§ **Exercise directions**
Look through the data for the string "Padre". Copy every line where it is found.

Stored data entries
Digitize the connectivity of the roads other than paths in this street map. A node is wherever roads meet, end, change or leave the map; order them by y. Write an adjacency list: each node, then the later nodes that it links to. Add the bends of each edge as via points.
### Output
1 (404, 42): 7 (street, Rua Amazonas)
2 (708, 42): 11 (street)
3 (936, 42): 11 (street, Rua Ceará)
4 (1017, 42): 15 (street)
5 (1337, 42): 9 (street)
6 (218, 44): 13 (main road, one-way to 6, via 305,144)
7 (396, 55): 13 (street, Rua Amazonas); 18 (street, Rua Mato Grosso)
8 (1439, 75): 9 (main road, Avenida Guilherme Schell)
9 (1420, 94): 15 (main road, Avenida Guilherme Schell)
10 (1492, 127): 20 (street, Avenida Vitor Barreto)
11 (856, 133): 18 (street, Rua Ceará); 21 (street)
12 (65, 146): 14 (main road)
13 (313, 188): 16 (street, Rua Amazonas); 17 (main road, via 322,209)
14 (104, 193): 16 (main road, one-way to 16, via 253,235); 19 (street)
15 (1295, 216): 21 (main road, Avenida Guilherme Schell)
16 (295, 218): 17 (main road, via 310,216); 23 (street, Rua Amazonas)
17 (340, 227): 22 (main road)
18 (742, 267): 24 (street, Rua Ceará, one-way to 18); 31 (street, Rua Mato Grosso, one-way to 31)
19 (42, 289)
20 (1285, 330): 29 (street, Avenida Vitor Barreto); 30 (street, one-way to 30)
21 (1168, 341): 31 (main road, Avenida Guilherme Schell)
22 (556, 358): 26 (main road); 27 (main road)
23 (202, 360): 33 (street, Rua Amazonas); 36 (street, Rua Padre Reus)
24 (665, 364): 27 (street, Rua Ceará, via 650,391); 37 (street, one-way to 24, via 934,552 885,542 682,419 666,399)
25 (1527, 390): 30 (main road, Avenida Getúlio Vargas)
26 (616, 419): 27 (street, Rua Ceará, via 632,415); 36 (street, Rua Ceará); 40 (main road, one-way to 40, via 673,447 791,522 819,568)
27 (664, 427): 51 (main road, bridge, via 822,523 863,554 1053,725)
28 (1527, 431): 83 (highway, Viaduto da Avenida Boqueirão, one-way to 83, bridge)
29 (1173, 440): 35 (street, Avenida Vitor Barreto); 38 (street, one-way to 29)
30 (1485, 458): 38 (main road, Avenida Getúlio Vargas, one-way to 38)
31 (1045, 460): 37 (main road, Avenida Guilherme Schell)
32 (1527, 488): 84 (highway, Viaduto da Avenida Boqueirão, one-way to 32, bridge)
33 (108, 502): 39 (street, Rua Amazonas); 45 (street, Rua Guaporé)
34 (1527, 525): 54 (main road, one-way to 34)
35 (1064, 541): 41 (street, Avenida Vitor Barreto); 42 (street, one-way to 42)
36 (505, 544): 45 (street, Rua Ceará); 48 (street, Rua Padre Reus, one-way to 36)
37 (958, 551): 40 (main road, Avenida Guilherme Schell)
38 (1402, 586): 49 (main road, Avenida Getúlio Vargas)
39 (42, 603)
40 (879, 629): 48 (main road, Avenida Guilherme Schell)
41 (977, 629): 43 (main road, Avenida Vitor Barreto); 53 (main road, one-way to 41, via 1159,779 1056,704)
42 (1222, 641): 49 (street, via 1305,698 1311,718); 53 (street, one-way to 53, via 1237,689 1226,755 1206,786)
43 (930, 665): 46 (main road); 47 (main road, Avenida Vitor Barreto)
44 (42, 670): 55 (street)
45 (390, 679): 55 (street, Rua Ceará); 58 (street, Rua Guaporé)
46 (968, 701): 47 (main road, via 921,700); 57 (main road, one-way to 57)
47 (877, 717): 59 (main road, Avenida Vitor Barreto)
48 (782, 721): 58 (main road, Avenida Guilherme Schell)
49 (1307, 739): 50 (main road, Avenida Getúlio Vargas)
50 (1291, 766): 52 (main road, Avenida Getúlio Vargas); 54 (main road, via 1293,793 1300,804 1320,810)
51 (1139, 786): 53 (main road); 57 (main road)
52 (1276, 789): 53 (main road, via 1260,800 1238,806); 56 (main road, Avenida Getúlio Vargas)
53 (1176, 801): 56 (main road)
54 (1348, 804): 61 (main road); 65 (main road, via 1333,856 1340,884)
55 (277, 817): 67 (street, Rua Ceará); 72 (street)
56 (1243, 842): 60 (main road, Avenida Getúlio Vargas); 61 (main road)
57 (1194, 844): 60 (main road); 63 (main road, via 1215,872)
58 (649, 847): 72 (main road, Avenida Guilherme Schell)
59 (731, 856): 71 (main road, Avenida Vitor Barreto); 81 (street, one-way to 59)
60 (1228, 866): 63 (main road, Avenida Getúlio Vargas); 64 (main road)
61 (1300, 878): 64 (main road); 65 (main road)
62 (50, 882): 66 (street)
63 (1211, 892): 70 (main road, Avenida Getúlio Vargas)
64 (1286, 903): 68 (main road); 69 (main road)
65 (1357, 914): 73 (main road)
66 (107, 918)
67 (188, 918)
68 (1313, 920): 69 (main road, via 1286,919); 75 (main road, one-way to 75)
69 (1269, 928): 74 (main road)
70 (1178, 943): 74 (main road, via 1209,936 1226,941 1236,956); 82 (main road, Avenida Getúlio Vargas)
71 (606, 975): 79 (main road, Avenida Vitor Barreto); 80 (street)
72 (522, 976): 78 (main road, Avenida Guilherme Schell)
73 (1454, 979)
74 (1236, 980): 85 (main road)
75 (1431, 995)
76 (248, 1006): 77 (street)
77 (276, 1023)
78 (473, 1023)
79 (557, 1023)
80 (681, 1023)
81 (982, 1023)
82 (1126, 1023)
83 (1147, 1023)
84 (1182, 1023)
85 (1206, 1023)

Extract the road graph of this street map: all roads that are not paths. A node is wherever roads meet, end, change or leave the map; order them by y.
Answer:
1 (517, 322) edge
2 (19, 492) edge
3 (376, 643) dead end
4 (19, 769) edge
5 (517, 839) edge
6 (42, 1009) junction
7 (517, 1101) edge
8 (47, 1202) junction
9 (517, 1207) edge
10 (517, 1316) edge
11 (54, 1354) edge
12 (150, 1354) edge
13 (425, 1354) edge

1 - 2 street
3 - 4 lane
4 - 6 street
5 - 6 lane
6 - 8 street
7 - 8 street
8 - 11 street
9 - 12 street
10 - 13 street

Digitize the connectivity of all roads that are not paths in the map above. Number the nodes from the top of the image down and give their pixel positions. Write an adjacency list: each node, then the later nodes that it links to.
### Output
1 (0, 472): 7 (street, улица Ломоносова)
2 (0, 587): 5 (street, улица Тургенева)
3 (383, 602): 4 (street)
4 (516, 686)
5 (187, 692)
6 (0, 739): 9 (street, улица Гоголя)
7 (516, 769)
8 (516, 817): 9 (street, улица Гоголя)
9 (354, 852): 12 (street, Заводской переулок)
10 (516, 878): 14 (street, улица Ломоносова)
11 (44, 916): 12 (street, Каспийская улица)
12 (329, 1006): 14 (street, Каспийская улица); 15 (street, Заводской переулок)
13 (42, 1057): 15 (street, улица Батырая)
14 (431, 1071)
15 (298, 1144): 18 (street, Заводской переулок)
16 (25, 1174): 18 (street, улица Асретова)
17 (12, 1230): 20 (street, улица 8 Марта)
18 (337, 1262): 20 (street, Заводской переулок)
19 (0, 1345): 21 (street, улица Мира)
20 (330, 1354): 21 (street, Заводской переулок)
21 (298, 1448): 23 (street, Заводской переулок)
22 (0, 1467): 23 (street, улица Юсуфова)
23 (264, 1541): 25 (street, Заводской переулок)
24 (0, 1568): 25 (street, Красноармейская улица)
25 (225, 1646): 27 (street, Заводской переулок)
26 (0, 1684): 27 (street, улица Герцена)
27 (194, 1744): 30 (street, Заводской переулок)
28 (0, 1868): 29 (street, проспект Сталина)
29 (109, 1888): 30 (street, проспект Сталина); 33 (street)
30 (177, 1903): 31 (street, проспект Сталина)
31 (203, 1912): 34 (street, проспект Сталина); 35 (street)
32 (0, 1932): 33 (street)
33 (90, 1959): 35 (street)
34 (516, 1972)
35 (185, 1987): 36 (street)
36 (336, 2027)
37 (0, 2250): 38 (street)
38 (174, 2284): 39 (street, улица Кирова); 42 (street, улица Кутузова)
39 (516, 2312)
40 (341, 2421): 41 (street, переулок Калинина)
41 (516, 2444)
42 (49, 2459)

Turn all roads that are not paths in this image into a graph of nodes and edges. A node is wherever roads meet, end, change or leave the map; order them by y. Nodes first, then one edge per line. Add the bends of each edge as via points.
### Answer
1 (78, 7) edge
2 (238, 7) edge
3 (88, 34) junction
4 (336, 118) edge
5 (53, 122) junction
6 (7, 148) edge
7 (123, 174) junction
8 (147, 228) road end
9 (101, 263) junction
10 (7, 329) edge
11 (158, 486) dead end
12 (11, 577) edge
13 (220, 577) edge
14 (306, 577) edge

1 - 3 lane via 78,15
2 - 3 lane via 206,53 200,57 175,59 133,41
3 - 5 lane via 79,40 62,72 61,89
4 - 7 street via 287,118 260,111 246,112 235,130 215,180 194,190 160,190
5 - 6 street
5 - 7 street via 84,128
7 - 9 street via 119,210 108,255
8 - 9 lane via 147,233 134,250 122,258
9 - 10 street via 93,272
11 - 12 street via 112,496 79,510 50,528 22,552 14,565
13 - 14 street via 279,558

§ **Task output**
23 (202, 360): 33 (street, Rua Amazonas); 36 (street, Rua Padre Reus)
36 (505, 544): 45 (street, Rua Ceará); 48 (street, Rua Padre Reus, one-way to 36)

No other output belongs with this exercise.